**Given records**
_ _ _

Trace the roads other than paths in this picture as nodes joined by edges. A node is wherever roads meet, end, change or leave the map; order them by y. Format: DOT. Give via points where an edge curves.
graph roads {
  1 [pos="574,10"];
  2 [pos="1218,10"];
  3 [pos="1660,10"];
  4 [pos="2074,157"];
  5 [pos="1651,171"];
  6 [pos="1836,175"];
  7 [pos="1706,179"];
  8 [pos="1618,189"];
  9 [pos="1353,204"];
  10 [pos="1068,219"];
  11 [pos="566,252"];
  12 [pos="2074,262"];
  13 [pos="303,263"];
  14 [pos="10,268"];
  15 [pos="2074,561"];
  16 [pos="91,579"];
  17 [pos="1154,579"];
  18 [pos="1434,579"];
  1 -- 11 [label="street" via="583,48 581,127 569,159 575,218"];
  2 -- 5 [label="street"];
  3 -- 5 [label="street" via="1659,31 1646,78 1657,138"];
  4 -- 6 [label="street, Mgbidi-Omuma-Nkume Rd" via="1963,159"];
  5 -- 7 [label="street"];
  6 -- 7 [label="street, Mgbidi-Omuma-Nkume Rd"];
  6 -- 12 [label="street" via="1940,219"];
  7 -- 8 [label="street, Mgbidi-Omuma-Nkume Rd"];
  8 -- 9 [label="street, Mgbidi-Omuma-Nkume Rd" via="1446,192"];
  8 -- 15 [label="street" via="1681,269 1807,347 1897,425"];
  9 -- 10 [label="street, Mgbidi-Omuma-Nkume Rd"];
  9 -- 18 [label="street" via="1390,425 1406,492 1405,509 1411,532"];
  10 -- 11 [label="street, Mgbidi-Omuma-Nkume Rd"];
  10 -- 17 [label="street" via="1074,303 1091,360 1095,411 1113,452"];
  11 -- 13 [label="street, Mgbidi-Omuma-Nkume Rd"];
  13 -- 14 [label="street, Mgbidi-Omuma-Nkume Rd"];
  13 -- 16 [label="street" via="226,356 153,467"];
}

_ _ _

**Work instruction**
Each entry above is to be set down again in exactly the same words.

**Solved problem**
Trace the roads other than paths in this picture as nodes joined by edges. A node is wherever roads meet, end, change or leave the map; order them by y. Format: DOT. Give via points where an edge curves.
graph roads {
  1 [pos="574,10"];
  2 [pos="1218,10"];
  3 [pos="1660,10"];
  4 [pos="2074,157"];
  5 [pos="1651,171"];
  6 [pos="1836,175"];
  7 [pos="1706,179"];
  8 [pos="1618,189"];
  9 [pos="1353,204"];
  10 [pos="1068,219"];
  11 [pos="566,252"];
  12 [pos="2074,262"];
  13 [pos="303,263"];
  14 [pos="10,268"];
  15 [pos="2074,561"];
  16 [pos="91,579"];
  17 [pos="1154,579"];
  18 [pos="1434,579"];
  1 -- 11 [label="street" via="583,48 581,127 569,159 575,218"];
  2 -- 5 [label="street"];
  3 -- 5 [label="street" via="1659,31 1646,78 1657,138"];
  4 -- 6 [label="street, Mgbidi-Omuma-Nkume Rd" via="1963,159"];
  5 -- 7 [label="street"];
  6 -- 7 [label="street, Mgbidi-Omuma-Nkume Rd"];
  6 -- 12 [label="street" via="1940,219"];
  7 -- 8 [label="street, Mgbidi-Omuma-Nkume Rd"];
  8 -- 9 [label="street, Mgbidi-Omuma-Nkume Rd" via="1446,192"];
  8 -- 15 [label="street" via="1681,269 1807,347 1897,425"];
  9 -- 10 [label="street, Mgbidi-Omuma-Nkume Rd"];
  9 -- 18 [label="street" via="1390,425 1406,492 1405,509 1411,532"];
  10 -- 11 [label="street, Mgbidi-Omuma-Nkume Rd"];
  10 -- 17 [label="street" via="1074,303 1091,360 1095,411 1113,452"];
  11 -- 13 [label="street, Mgbidi-Omuma-Nkume Rd"];
  13 -- 14 [label="street, Mgbidi-Omuma-Nkume Rd"];
  13 -- 16 [label="street" via="226,356 153,467"];
}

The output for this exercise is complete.